Core Republic opens in Barcelona’s Nou Barris as functional-training hub
Core Republic opened with 800 square metres, three training rooms and a 99-euro founder deal aimed at Nou Barris and Horta.

Core Republic has opened in Nou Barris with a clear pitch: a larger, functional-training-led gym that wants to set a new benchmark in a part of Barcelona where that kind of offer has been harder to find. The club opened on April 18, 2026, at Carrer de l’Escultor Llimona, 50, placing it between Nou Barris and Horta and directly targeting two adjoining neighborhoods with one site.
The facility is built around 800 square metres and three training rooms, with space split between guided group classes and open training zones. Core Republic says the model is designed for people at all levels and is meant to improve performance, energy, mobility and overall wellbeing, which puts it squarely in the fast-growing functional-training segment rather than the old-school gym format built mainly around machines and weight rooms. The programming reflects that positioning, with cross training, functional training, hybrid training, strength, calisthenics, yoga, pilates and open box sessions all on the schedule.
That mix matters because the opening is not just about adding another fitness address in Barcelona. In Nou Barris, Core Republic is presenting itself as a reference point, a place that can raise the standard of local training by combining coaching, open practice space and recovery-minded disciplines under one roof. The business is also leaning on access, not exclusivity: the founder membership launch price was set at 99 euros a month, down from 139 euros, and the offer was limited to the first 50 members. Core Republic says that promotional rate will be maintained for 12 months.
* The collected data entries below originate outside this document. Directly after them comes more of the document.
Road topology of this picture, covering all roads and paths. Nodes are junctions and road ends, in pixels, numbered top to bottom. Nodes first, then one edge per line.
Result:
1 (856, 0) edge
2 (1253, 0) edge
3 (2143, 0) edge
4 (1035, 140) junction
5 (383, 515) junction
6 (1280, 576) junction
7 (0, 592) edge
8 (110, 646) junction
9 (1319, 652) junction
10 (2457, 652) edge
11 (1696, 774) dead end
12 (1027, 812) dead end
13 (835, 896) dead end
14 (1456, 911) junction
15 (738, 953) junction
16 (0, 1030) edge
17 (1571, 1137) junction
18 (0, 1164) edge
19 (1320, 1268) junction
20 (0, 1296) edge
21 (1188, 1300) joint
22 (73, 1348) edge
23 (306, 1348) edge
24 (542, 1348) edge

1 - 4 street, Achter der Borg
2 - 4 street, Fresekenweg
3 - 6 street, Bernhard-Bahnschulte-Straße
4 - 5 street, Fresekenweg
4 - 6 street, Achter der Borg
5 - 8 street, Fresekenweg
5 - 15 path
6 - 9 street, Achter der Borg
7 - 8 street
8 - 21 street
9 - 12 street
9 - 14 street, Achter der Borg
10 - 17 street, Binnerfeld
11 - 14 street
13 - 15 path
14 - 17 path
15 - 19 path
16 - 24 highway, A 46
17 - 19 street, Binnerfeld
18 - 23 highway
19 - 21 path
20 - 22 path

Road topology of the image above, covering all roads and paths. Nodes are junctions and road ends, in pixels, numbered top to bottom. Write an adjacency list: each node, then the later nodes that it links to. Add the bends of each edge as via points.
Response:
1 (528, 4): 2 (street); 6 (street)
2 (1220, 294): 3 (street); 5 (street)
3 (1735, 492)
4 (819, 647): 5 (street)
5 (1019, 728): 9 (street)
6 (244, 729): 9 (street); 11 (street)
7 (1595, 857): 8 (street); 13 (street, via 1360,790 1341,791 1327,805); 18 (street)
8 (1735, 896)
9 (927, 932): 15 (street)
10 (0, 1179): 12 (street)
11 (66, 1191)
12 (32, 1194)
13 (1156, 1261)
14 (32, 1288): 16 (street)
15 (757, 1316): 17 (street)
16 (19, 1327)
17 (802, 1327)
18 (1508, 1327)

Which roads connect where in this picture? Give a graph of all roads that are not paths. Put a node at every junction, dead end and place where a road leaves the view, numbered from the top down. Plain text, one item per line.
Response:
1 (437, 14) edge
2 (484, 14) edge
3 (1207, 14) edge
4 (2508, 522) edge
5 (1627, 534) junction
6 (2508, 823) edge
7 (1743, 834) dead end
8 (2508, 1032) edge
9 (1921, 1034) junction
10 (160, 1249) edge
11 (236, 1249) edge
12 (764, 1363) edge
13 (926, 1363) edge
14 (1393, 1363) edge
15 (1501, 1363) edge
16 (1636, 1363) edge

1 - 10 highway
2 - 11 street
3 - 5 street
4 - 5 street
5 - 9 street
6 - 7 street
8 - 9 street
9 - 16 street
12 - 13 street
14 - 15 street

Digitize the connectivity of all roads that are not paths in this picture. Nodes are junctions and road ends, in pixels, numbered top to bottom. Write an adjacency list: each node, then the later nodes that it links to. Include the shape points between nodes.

The project is led by Sergi Malaret, who has a background in marketing and is positioning Core Republic as more than a single-neighborhood experiment. Gym Factory reported that Malaret’s long-term ambition is to build a national chain over the next decade, which suggests the Nou Barris opening is meant to serve as a launchpad for a broader expansion plan. For now, though, the immediate test is local: whether a functional-training club with yoga, pilates, strength work and hybrid sessions can do more than ride a citywide trend and instead answer a real gap in the district’s fitness offer.